Discussion in 'Hardware, Setup & Repair [BG]' started by Jay, Jun 11, 2001.

  1. Jay


    Oct 19, 2000
    Bidwell, OH
    What sort of things affect sustain? Of course strings would, so what kind of strings have the best sustain? And what about stuff like woods and tension? Mod, wasn't sure where to put this, move it if necessary. Thanks y'all.
  2. notduane


    Nov 24, 2000
    Probably wind-up in Setup :p

    hmm... I hear "sustain" I think o' one thing...

    2Tek! :D


    $245 w/installation. Click the pic for the site.
  3. Blackbird

    Blackbird Moderator Staff Member Supporting Member

    Mar 18, 2000
    Is it is said, so it shall be.
  4. The quick answer to the question is very simple - Sustain is accomplished when the bass doesn't absorb the energy of the strings. The more difficult question is "How does this happen?" First, understand that when a string is plucked, there is a finite amount of energy that is imparted to it's movement. From the point of pluck (or pick) the energy imparted to the string decreases. This energy goes someplace and that is usually into the body and neck of the bass through the bridge and nut. In a perfect situation the other components of the bass like the body and neck wouldn't absorb this energy allowing it to remain in the string longer. Since the bass is far from perfect, you have to look at how to minimize this absorption. IMO there are probably 2 situations where you could predict long sustain. First would be in a bass with dense, heavy components. Not necessarily the bass you would want to play but it certainly would get the job done as far as sustain. The more mass the bass has the less vibration from the strings can be absorbed by the components. The second situation is where all of the components (neck body, hardware) are all "in tune" with each other. By that I mean that the woods and metals all seem to vibrate in a common way - call it sympathetically. This is the same phenomenon described by guys with old Fenders (pre CBS) who talk about rich tone and sustain. These instruments, perhaps from use, perhaps from serendipity, have nicely matched components and will vibrate together creating sustain. You can't predict easily when this type of sustain will arise but I suspect that quite a few of the boutique builders out there have a sixth sense about how to achieve this combination.
  5. Jay


    Oct 19, 2000
    Bidwell, OH I use one of the older Ibanez Ergodyne basses (5) which is made of luthite. It's noticeably heavier than a wood body bass, but has a smaller body. I should deduce that the mass of the bass is greater. I use tapewound flats (Labella) which don't really gimme much sustain. Anyone know anything I could do to maybe increase my sustain some but still keep the sound I have? And I'm asking besides installing a new bridge, I don't really have the money for that. :( :rolleyes:
  6. notduane


    Nov 24, 2000
    Dang! That's a toughie. You wanna keep the sound
    of the Labella's, huh? I was gonna' suggest tryin'
    just one of them tapercore DR Longnecks - fer grins :D

    Can ya' get some compression goin' on with that TNT?
    Mebbe even run the preamp OUT of the Minx into the
    INPUT of the TNT - overdrivin' her just a tad :)
  7. That is a tough one.

    Have you considered DR roundwound strings, and just running the treble on the bass down? You might need some more low mids as well.
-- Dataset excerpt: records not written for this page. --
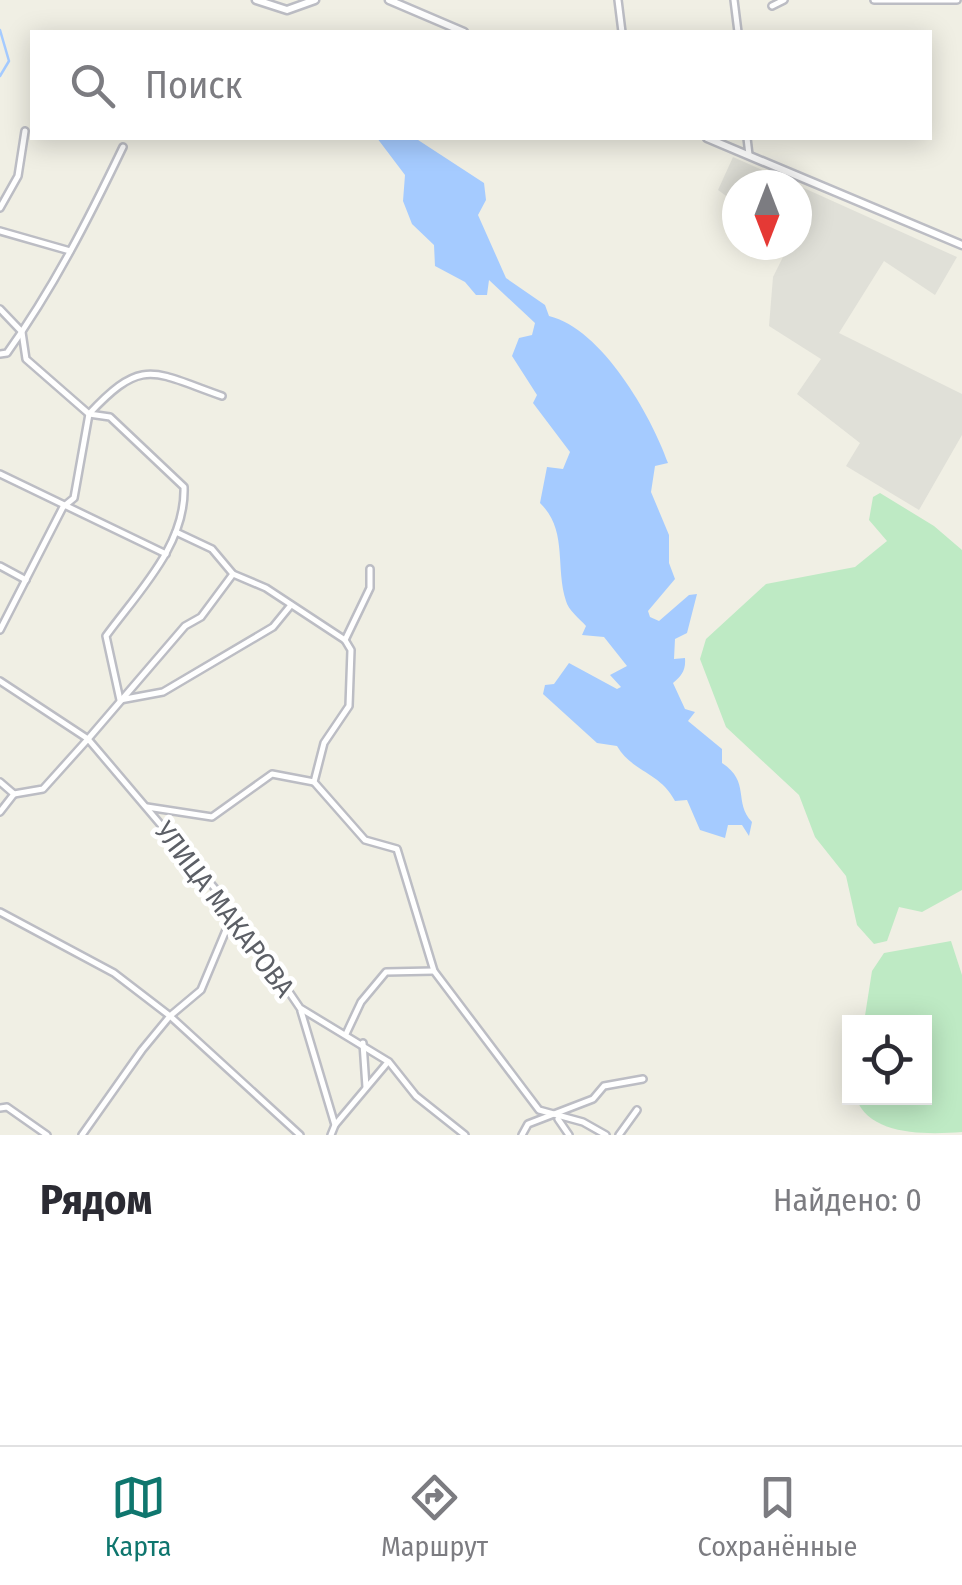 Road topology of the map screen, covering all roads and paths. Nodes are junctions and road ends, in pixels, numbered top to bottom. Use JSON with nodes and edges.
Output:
{"nodes":[{"id":1,"x":256,"y":0,"type":"edge"},
{"id":2,"x":315,"y":0,"type":"edge"},
{"id":3,"x":388,"y":0,"type":"edge"},
{"id":4,"x":618,"y":0,"type":"edge"},
{"id":5,"x":734,"y":0,"type":"edge"},
{"id":6,"x":784,"y":0,"type":"edge"},
{"id":7,"x":874,"y":0,"type":"edge"},
{"id":8,"x":958,"y":0,"type":"edge"},
{"id":9,"x":937,"y":1,"type":"edge"},
{"id":10,"x":772,"y":6,"type":"dead end"},
{"id":11,"x":459,"y":30,"type":"edge"},
{"id":12,"x":622,"y":30,"type":"edge"},
{"id":13,"x":738,"y":30,"type":"edge"},
{"id":14,"x":24,"y":131,"type":"dead end"},
{"id":15,"x":712,"y":140,"type":"edge"},
{"id":16,"x":748,"y":140,"type":"edge"},
{"id":17,"x":123,"y":147,"type":"dead end"},
{"id":18,"x":749,"y":155,"type":"junction"},
{"id":19,"x":0,"y":208,"type":"edge"},
{"id":20,"x":0,"y":231,"type":"edge"},
{"id":21,"x":962,"y":245,"type":"edge"},
{"id":22,"x":70,"y":251,"type":"junction"},
{"id":23,"x":0,"y":309,"type":"edge"},
{"id":24,"x":22,"y":332,"type":"junction"},
{"id":25,"x":0,"y":354,"type":"edge"},
{"id":26,"x":222,"y":396,"type":"dead end"},
{"id":27,"x":89,"y":414,"type":"junction"},
{"id":28,"x":0,"y":474,"type":"edge"},
{"id":29,"x":63,"y":506,"type":"junction"},
{"id":30,"x":176,"y":532,"type":"junction"},
{"id":31,"x":166,"y":554,"type":"junction"},
{"id":32,"x":0,"y":566,"type":"edge"},
{"id":33,"x":370,"y":569,"type":"dead end"},
{"id":34,"x":233,"y":574,"type":"junction"},
{"id":35,"x":26,"y":580,"type":"junction"},
{"id":36,"x":291,"y":605,"type":"junction"},
{"id":37,"x":0,"y":630,"type":"edge"},
{"id":38,"x":345,"y":640,"type":"junction"},
{"id":39,"x":0,"y":681,"type":"edge"},
{"id":40,"x":120,"y":700,"type":"junction"},
{"id":41,"x":88,"y":738,"type":"junction"},
{"id":42,"x":0,"y":782,"type":"edge"},
{"id":43,"x":314,"y":782,"type":"junction"},
{"id":44,"x":14,"y":794,"type":"junction"},
{"id":45,"x":147,"y":808,"type":"junction"},
{"id":46,"x":0,"y":812,"type":"edge"},
{"id":47,"x":234,"y":911,"type":"junction"},
{"id":48,"x":0,"y":912,"type":"edge"},
{"id":49,"x":434,"y":971,"type":"junction"},
{"id":50,"x":300,"y":1008,"type":"junction"},
{"id":51,"x":170,"y":1016,"type":"junction"},
{"id":52,"x":346,"y":1034,"type":"junction"},
{"id":53,"x":363,"y":1043,"type":"junction"},
{"id":54,"x":388,"y":1062,"type":"junction"},
{"id":55,"x":643,"y":1079,"type":"dead end"},
{"id":56,"x":366,"y":1088,"type":"junction"},
{"id":57,"x":4,"y":1107,"type":"edge"},
{"id":58,"x":637,"y":1110,"type":"dead end"},
{"id":59,"x":556,"y":1117,"type":"junction"},
{"id":60,"x":336,"y":1125,"type":"junction"},
{"id":61,"x":47,"y":1135,"type":"edge"},
{"id":62,"x":82,"y":1135,"type":"edge"},
{"id":63,"x":300,"y":1135,"type":"edge"},
{"id":64,"x":330,"y":1135,"type":"edge"},
{"id":65,"x":465,"y":1135,"type":"edge"},
{"id":66,"x":522,"y":1135,"type":"edge"},
{"id":67,"x":570,"y":1135,"type":"edge"},
{"id":68,"x":606,"y":1135,"type":"edge"},
{"id":69,"x":619,"y":1135,"type":"edge"}],
"edges":[{"from":1,"to":2,"type":"street"},
{"from":3,"to":11,"type":"street"},
{"from":4,"to":12,"type":"street"},
{"from":5,"to":13,"type":"street"},
{"from":6,"to":10,"type":"street"},
{"from":7,"to":9,"type":"street"},
{"from":8,"to":9,"type":"street"},
{"from":14,"to":19,"type":"street"},
{"from":15,"to":18,"type":"street"},
{"from":16,"to":18,"type":"street"},
{"from":17,"to":22,"type":"street"},
{"from":18,"to":21,"type":"street"},
{"from":20,"to":22,"type":"street"},
{"from":22,"to":24,"type":"street"},
{"from":23,"to":24,"type":"street"},
{"from":24,"to":25,"type":"street"},
{"from":24,"to":27,"type":"street"},
{"from":26,"to":27,"type":"street"},
{"from":27,"to":29,"type":"street"},
{"from":27,"to":30,"type":"street"},
{"from":28,"to":29,"type":"street"},
{"from":29,"to":31,"type":"street"},
{"from":29,"to":35,"type":"street"},
{"from":30,"to":31,"type":"street"},
{"from":30,"to":34,"type":"street"},
{"from":31,"to":40,"type":"street"},
{"from":32,"to":35,"type":"street"},
{"from":33,"to":38,"type":"street"},
{"from":34,"to":36,"type":"street"},
{"from":34,"to":40,"type":"street"},
{"from":35,"to":37,"type":"street"},
{"from":36,"to":38,"type":"street"},
{"from":36,"to":40,"type":"street"},
{"from":38,"to":43,"type":"street"},
{"from":39,"to":41,"type":"street","name":"УЛИЦА МАКАРОВА"},
{"from":40,"to":41,"type":"street"},
{"from":41,"to":44,"type":"street"},
{"from":41,"to":45,"type":"street","name":"УЛИЦА МАКАРОВА"},
{"from":42,"to":44,"type":"street"},
{"from":43,"to":45,"type":"street"},
{"from":43,"to":49,"type":"street"},
{"from":44,"to":46,"type":"street"},
{"from":45,"to":47,"type":"street","name":"УЛИЦА МАКАРОВА"},
{"from":47,"to":50,"type":"street","name":"УЛИЦА МАКАРОВА"},
{"from":47,"to":51,"type":"street"},
{"from":48,"to":51,"type":"street"},
{"from":49,"to":52,"type":"street"},
{"from":49,"to":59,"type":"street"},
{"from":50,"to":52,"type":"street","name":"УЛИЦА МАКАРОВА"},
{"from":50,"to":60,"type":"street"},
{"from":51,"to":62,"type":"street"},
{"from":51,"to":63,"type":"street"},
{"from":52,"to":53,"type":"street","name":"УЛИЦА МАКАРОВА"},
{"from":53,"to":54,"type":"street","name":"УЛИЦА МАКАРОВА"},
{"from":53,"to":56,"type":"street"},
{"from":54,"to":56,"type":"street"},
{"from":54,"to":65,"type":"street","name":"УЛИЦА МАКАРОВА"},
{"from":55,"to":59,"type":"street"},
{"from":56,"to":60,"type":"street"},
{"from":57,"to":61,"type":"street"},
{"from":58,"to":69,"type":"street"},
{"from":59,"to":66,"type":"street"},
{"from":59,"to":67,"type":"street"},
{"from":59,"to":68,"type":"street"},
{"from":60,"to":64,"type":"street"}]}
    Otherwise, you might want to start looking for another bass, because it is very difficult to change the basic voice of the instrument.
  8. Jay


    Oct 19, 2000
    Bidwell, OH
    Yeah ND, I love the feel and sound of the LaBella's. I had the DR's on my four until I put the TI flats on...I have some obsession with flatwounds. Would runnin the Minx into the TNT work like that? I never woulda thought... :D

    Like I said, I really love the LaBella tapewounds. I would rather sacrifice some sustain or something to be able to use the flats. I don't know about a new bass, I really love this one.

    Sheesh..if only we all had Warwicks or Sadowskys...:p
  9. notduane


    Nov 24, 2000
    Oh hell yeah! :D I had a Peavey Basic 60 that I ended-
    up sellin' to a feller in a financial pre-dickle-ment...
    he had just reconciled with his ex, hence - no new gear :p.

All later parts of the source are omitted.